Exercise goal:
If a line below contains the string "that", copy it out.

Provided records:
- Opening Delimiter -
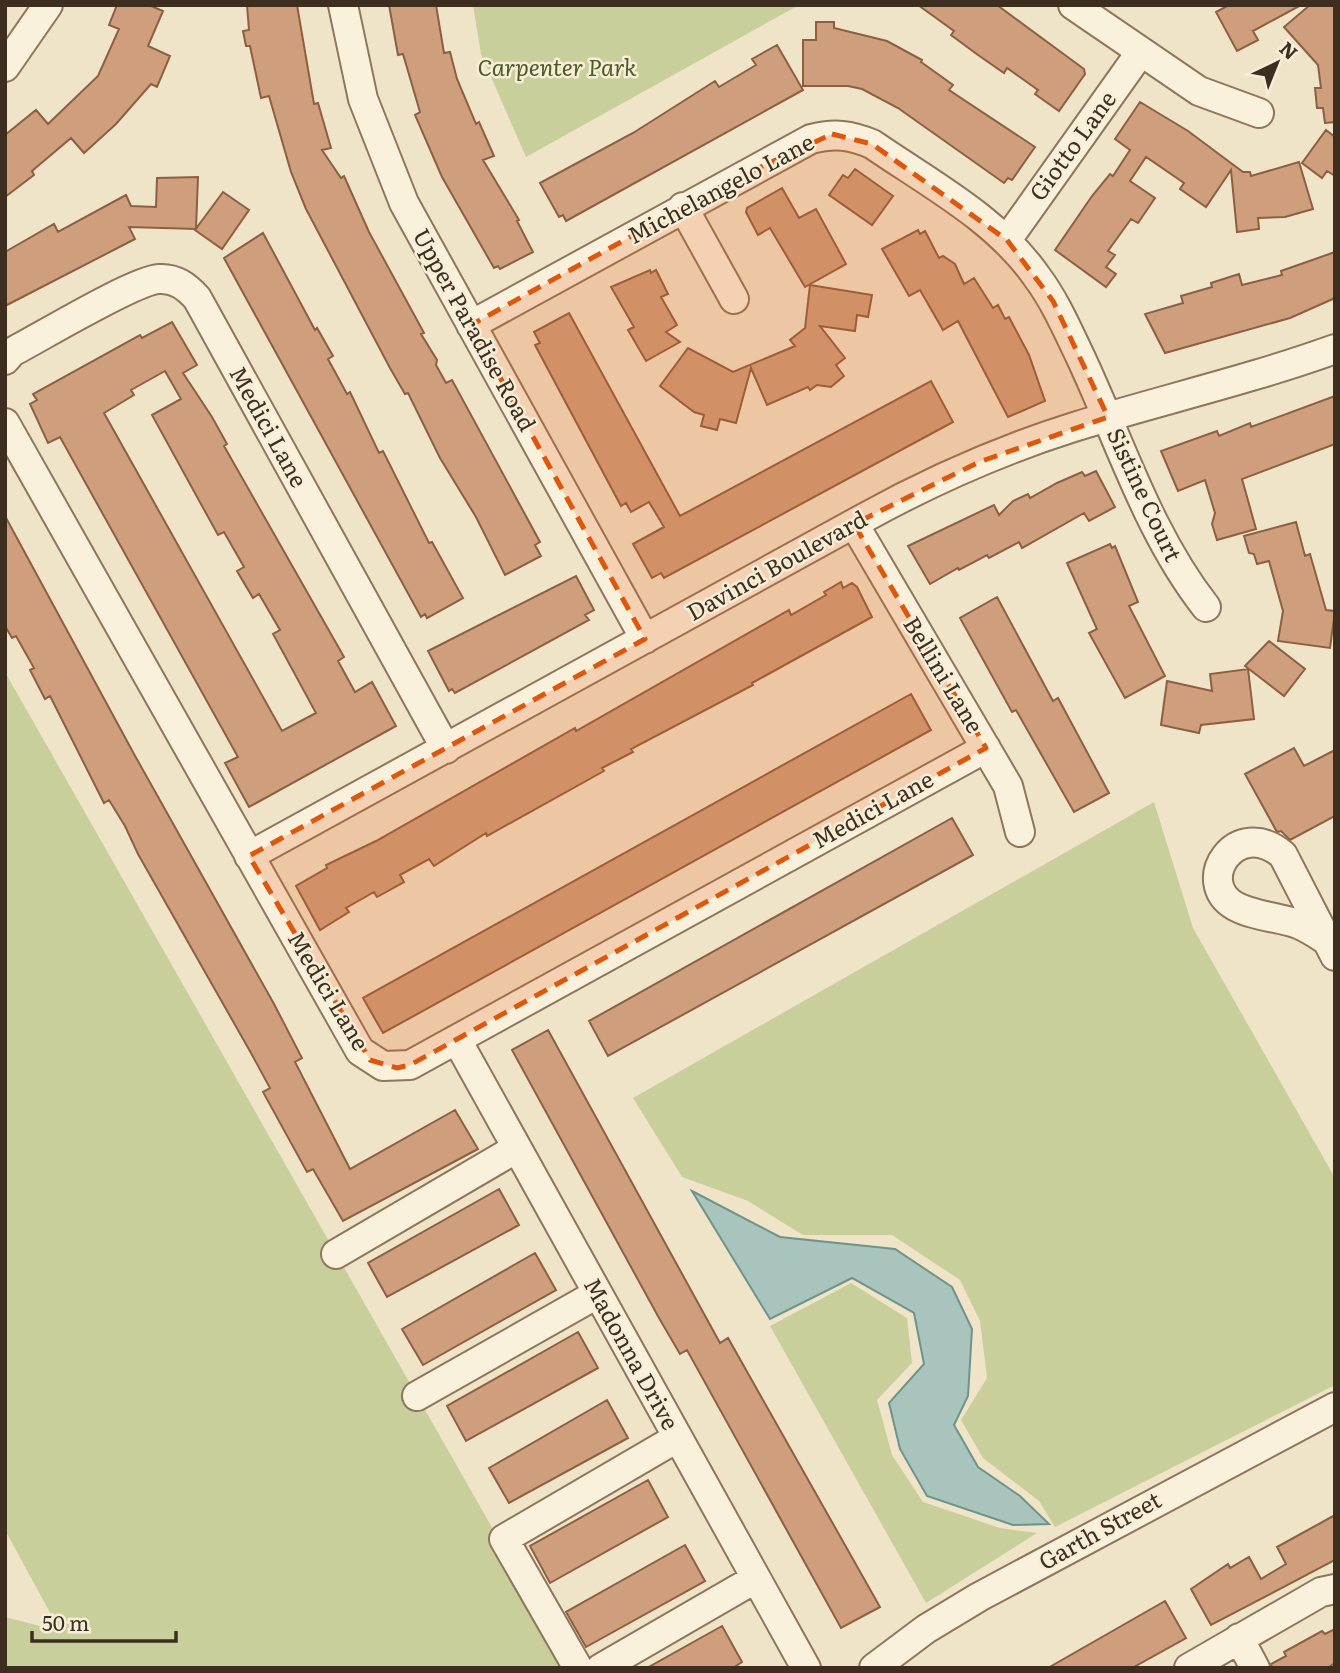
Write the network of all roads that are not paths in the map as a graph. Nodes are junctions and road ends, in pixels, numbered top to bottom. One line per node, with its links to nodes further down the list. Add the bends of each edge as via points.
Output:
- Closing Delimiter -
- Opening Delimiter -
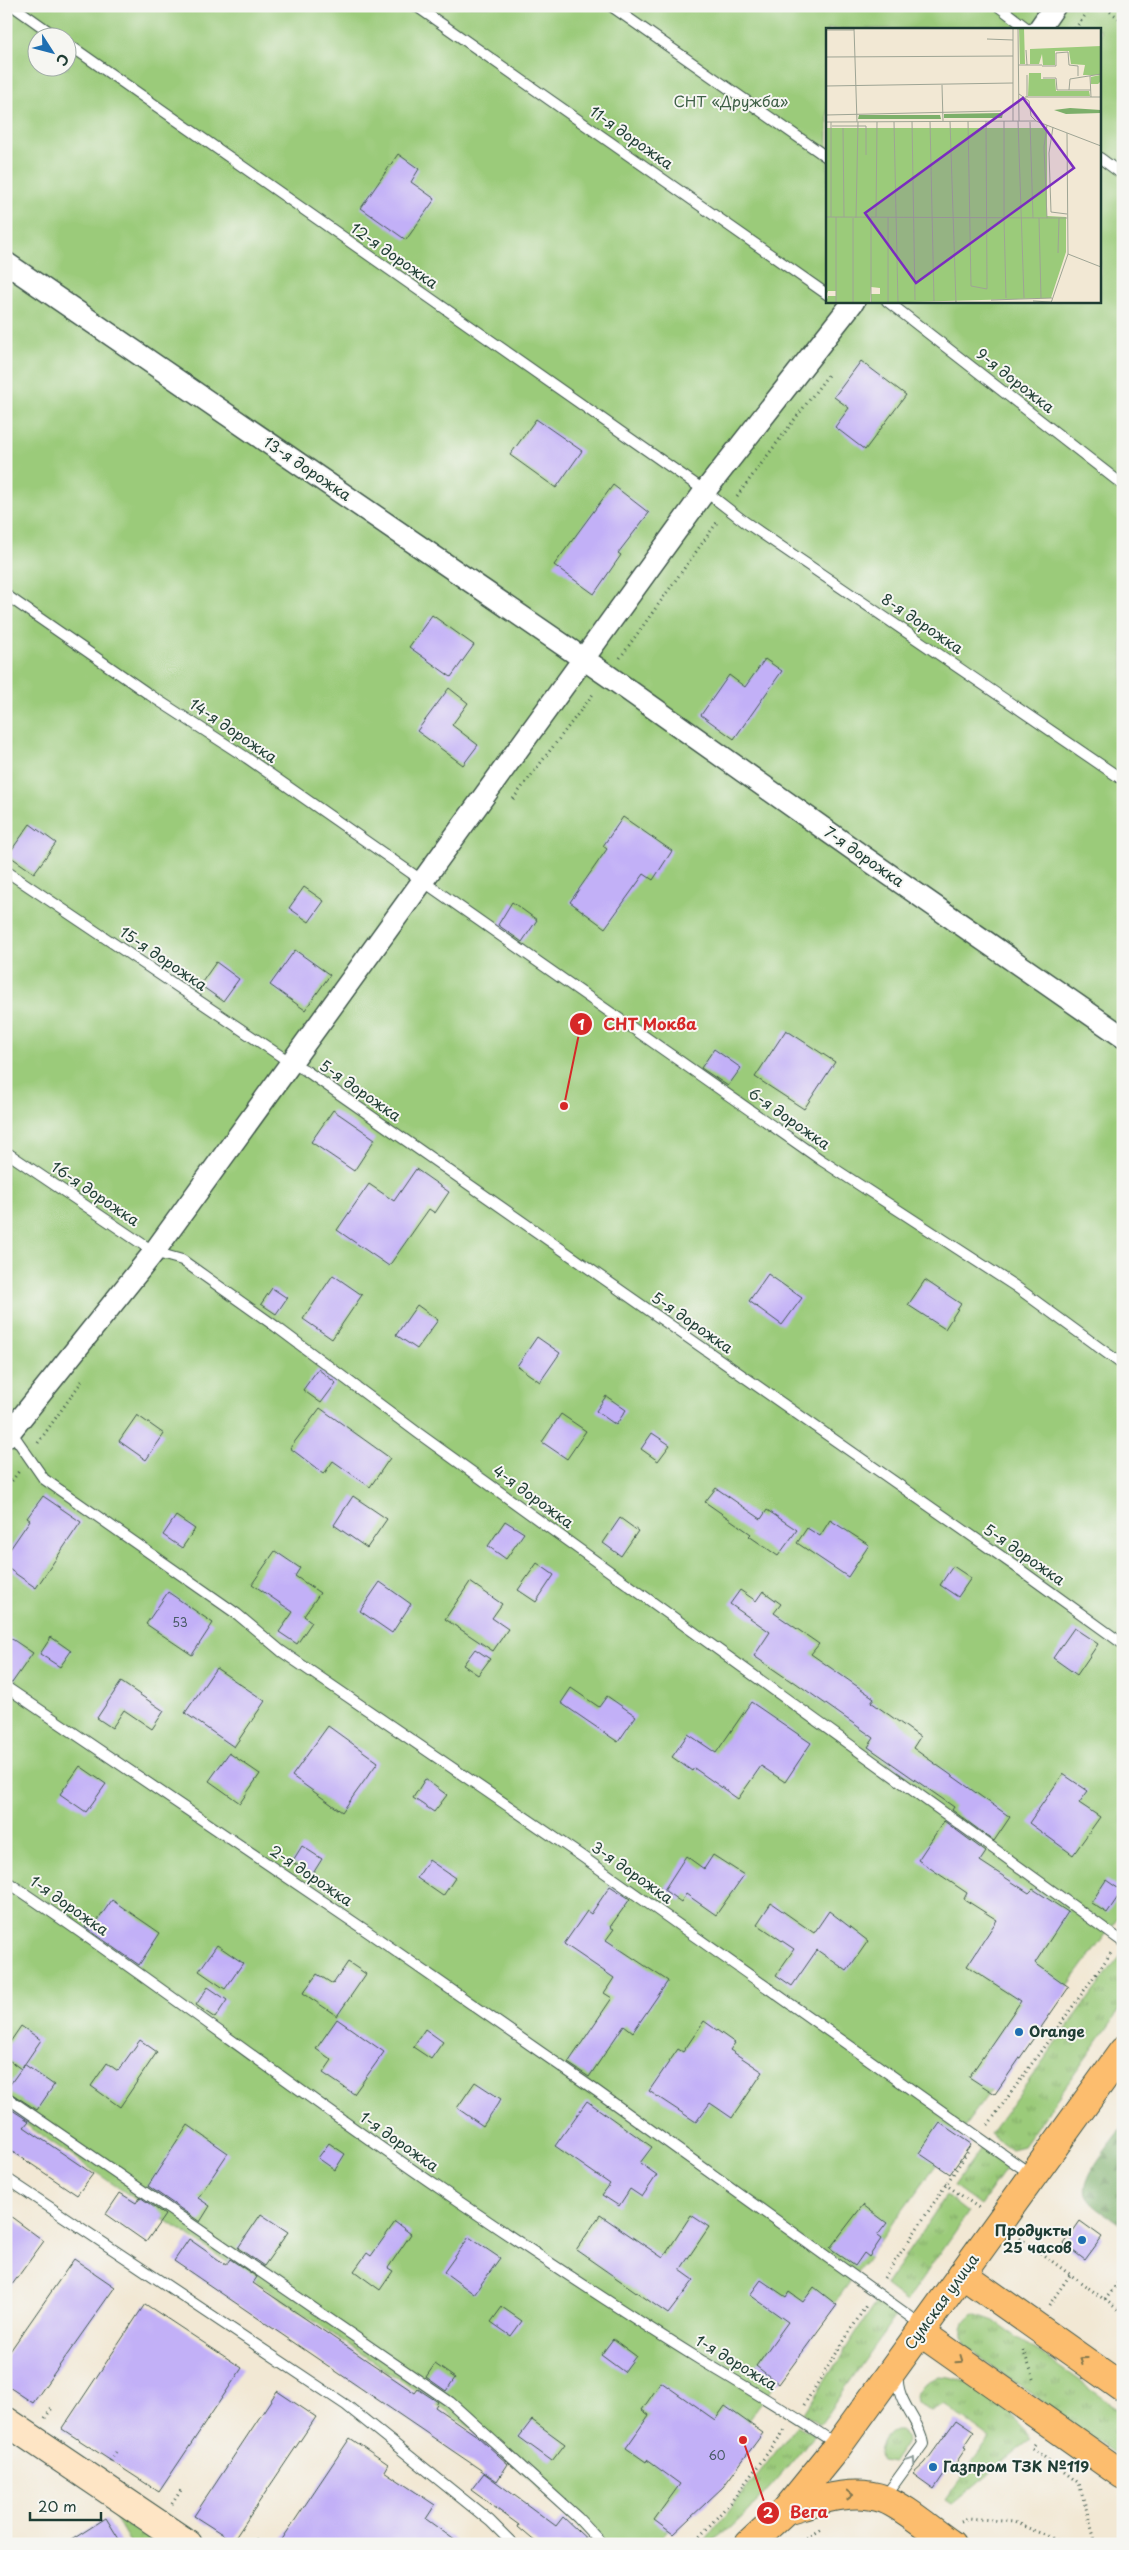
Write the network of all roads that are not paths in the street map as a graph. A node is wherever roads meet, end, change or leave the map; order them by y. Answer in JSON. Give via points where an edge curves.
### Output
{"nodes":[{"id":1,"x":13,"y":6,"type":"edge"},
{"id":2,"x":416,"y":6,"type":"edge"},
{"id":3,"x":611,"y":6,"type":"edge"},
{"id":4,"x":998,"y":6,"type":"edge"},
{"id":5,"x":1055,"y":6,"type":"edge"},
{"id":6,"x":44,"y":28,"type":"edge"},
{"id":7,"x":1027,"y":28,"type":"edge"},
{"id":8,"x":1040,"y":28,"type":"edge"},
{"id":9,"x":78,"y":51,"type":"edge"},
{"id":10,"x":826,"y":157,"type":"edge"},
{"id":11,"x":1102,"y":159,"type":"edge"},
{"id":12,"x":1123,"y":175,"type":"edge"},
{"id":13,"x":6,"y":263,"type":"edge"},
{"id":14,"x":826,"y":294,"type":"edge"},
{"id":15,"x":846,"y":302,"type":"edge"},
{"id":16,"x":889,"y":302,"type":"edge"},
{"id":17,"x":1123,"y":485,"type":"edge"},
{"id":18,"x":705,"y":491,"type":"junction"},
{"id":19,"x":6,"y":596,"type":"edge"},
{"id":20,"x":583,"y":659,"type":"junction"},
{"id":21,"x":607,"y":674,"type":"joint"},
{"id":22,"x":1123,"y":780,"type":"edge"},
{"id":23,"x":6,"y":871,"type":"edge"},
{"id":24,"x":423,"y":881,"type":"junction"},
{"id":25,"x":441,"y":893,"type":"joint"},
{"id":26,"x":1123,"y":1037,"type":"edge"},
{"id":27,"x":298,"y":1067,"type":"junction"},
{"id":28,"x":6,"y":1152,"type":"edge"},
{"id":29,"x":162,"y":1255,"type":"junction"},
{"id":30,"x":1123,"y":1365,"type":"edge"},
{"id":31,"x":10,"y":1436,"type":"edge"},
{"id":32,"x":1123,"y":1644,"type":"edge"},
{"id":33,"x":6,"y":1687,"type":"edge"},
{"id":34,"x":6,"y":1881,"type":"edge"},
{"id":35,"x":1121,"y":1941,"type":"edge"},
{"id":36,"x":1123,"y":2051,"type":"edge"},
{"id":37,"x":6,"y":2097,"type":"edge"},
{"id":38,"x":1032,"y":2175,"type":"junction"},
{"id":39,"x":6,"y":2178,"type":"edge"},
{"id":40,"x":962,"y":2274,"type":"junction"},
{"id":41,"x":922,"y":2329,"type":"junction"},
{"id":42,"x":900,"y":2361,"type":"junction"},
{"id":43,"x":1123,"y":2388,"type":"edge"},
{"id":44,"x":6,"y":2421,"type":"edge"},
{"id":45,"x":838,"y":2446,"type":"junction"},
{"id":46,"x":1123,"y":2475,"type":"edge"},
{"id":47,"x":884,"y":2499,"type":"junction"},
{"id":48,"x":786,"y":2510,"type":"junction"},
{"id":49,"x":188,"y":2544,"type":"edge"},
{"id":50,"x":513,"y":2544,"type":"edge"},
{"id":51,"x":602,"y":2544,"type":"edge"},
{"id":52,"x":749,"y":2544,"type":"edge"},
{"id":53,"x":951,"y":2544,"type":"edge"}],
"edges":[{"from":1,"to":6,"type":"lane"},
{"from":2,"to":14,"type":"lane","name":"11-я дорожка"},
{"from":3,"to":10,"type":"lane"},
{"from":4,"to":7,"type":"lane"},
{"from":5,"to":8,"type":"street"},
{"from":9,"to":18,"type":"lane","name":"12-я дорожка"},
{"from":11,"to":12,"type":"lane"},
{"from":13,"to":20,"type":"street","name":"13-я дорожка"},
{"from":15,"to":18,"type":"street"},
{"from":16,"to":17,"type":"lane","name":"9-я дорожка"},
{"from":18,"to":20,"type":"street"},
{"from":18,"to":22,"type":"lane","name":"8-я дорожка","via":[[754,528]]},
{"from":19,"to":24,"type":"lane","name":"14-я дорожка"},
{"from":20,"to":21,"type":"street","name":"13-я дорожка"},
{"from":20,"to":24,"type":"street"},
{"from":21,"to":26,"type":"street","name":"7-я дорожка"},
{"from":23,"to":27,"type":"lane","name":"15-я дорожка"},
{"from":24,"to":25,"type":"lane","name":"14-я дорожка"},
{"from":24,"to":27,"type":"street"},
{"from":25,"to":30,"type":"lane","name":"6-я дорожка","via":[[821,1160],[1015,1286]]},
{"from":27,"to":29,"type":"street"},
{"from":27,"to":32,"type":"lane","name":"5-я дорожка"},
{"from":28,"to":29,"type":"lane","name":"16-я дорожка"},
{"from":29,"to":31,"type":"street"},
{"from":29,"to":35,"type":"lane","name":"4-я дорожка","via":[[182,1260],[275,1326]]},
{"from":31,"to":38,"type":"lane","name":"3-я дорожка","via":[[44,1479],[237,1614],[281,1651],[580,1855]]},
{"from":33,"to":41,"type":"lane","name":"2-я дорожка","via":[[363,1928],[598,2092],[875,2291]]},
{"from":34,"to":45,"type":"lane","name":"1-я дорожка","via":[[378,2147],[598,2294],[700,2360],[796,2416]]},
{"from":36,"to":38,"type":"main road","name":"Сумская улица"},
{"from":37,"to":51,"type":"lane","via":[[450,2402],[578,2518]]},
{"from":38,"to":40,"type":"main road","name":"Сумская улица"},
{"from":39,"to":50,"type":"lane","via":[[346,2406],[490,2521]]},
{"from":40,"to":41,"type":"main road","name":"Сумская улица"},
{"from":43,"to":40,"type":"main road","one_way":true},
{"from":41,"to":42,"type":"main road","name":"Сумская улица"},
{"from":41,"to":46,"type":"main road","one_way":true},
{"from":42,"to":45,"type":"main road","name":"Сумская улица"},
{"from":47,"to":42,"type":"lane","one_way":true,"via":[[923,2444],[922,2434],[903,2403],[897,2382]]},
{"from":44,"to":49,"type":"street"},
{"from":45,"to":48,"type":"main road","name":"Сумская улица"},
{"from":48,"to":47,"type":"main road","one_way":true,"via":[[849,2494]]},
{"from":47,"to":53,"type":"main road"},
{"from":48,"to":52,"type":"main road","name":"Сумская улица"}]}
- Closing Delimiter -
Solution for this task:
Write the network of all roads that are not paths in the map as a graph. Nodes are junctions and road ends, in pixels, numbered top to bottom. One line per node, with its links to nodes further down the list. Add the bends of each edge as via points.
Write the network of all roads that are not paths in the street map as a graph. A node is wherever roads meet, end, change or leave the map; order them by y. Answer in JSON. Give via points where an edge curves.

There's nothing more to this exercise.